In Q2 2023, credit card applications were up +5.9% versus the same period in the past year while personal loan applications and demand for BNPL both declined -5.9% and -26%, respectively.
“The slowdown in demand for unsecured credit suggests that consumers are spending less in the face of compounding economic pressures,” said Kevin James (pictured above), general manager of advisory and solutions at Equifax.
“While demand for personal loans declined year-on-year, the average limit per account, and the average credit score of applicants, has increased. This could indicate that consumers who previously weren’t feeling financial strain have begun to consolidate their debts, so they can better manage their credit payments.”
Secured credit demand, derived from mortgages and auto loans, fell -3.3% in the June quarter compared to the same period last year.
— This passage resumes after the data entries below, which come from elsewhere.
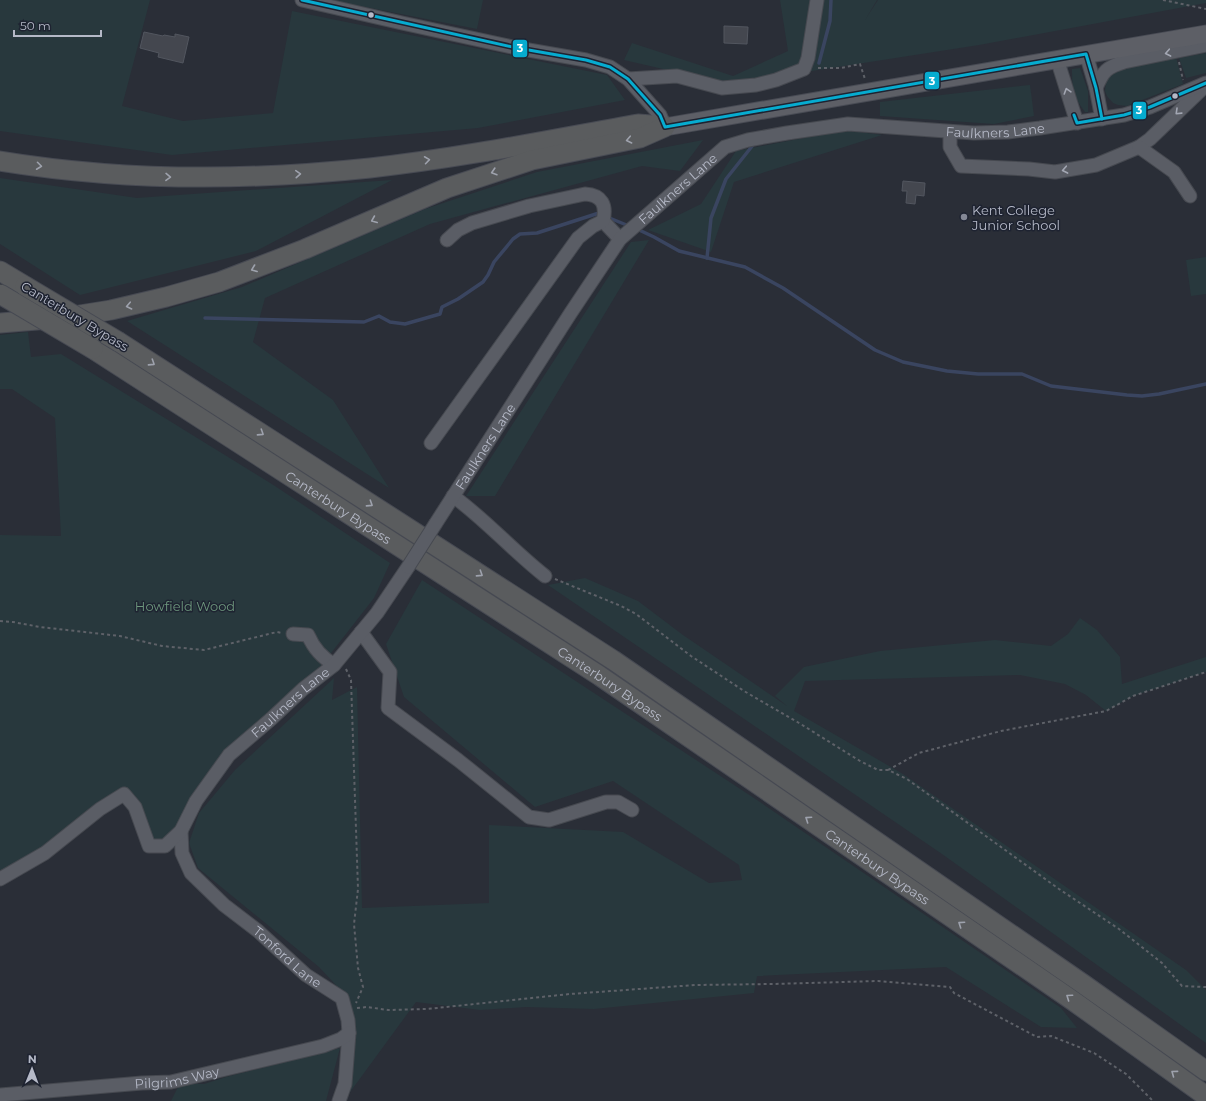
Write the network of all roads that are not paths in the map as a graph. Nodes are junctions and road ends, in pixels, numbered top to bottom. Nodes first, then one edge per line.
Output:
1 (302, 0) edge
2 (817, 0) edge
3 (1206, 34) edge
4 (1206, 45) edge
5 (1086, 54) junction
6 (1057, 59) junction
7 (628, 79) junction
8 (1206, 84) edge
9 (1096, 88) junction
10 (1102, 119) junction
11 (1077, 122) junction
12 (665, 127) junction
13 (950, 132) junction
14 (1139, 146) junction
15 (0, 161) edge
16 (1190, 196) dead end
17 (603, 218) junction
18 (623, 236) junction
19 (447, 240) dead end
20 (0, 271) edge
21 (0, 294) edge
22 (0, 323) edge
23 (431, 444) dead end
24 (453, 496) junction
25 (545, 576) road end
26 (361, 632) junction
27 (293, 634) road end
28 (334, 666) junction
29 (632, 810) dead end
30 (181, 830) junction
31 (0, 879) edge
32 (348, 1027) junction
33 (1206, 1071) edge
34 (0, 1095) edge
35 (1206, 1096) edge
36 (339, 1101) edge

1 - 7 street
2 - 7 street
3 - 5 main road
4 -> 9 street
5 - 6 main road
5 - 9 street
11 -> 6 street
6 - 12 main road
7 - 12 street
8 - 10 street, Faulkners Lane
8 -> 14 street
9 - 10 street
10 - 11 street, Faulkners Lane
11 - 13 street, Faulkners Lane
15 -> 12 highway
12 -> 22 highway
14 -> 13 street
13 - 18 street, Faulkners Lane
14 - 16 street
17 - 18 street
17 - 19 street
17 - 23 street
18 - 24 street, Faulkners Lane
20 -> 33 highway, Canterbury Bypass, bridge
35 -> 21 highway, Canterbury Bypass, bridge
24 - 25 street
24 - 26 street, Faulkners Lane, bridge
26 - 28 street, Faulkners Lane
26 - 29 street
27 - 28 street
28 - 30 street, Faulkners Lane
30 - 31 street, Faulkners Lane
30 - 32 street, Tonford Lane
32 - 34 street, Pilgrims Way
32 - 36 street, Tonford Lane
Mortgage demand was relatively stable, slipping -2.8% in Q2 2023, while auto loans tumbled -5.4%.
“The effects of multiple interest rate rises are becoming more evident,” James said. “We are seeing accelerated growth in mortgages in early arrears, with a 33% uptick in mortgage accounts that are 30-89 days past due, compared to 22% last quarter.”
Auto loan arrears, meanwhile, hit a five-year high in the June quarter.
“The significant increase in auto loan arrears suggests consumers are struggling to repay auto loans as they grapple with the high cost of living – a trend that we are also seeing in international markets, including the US and Canada,” James said.
Consumer credit applications – by type (indexed to November 2019)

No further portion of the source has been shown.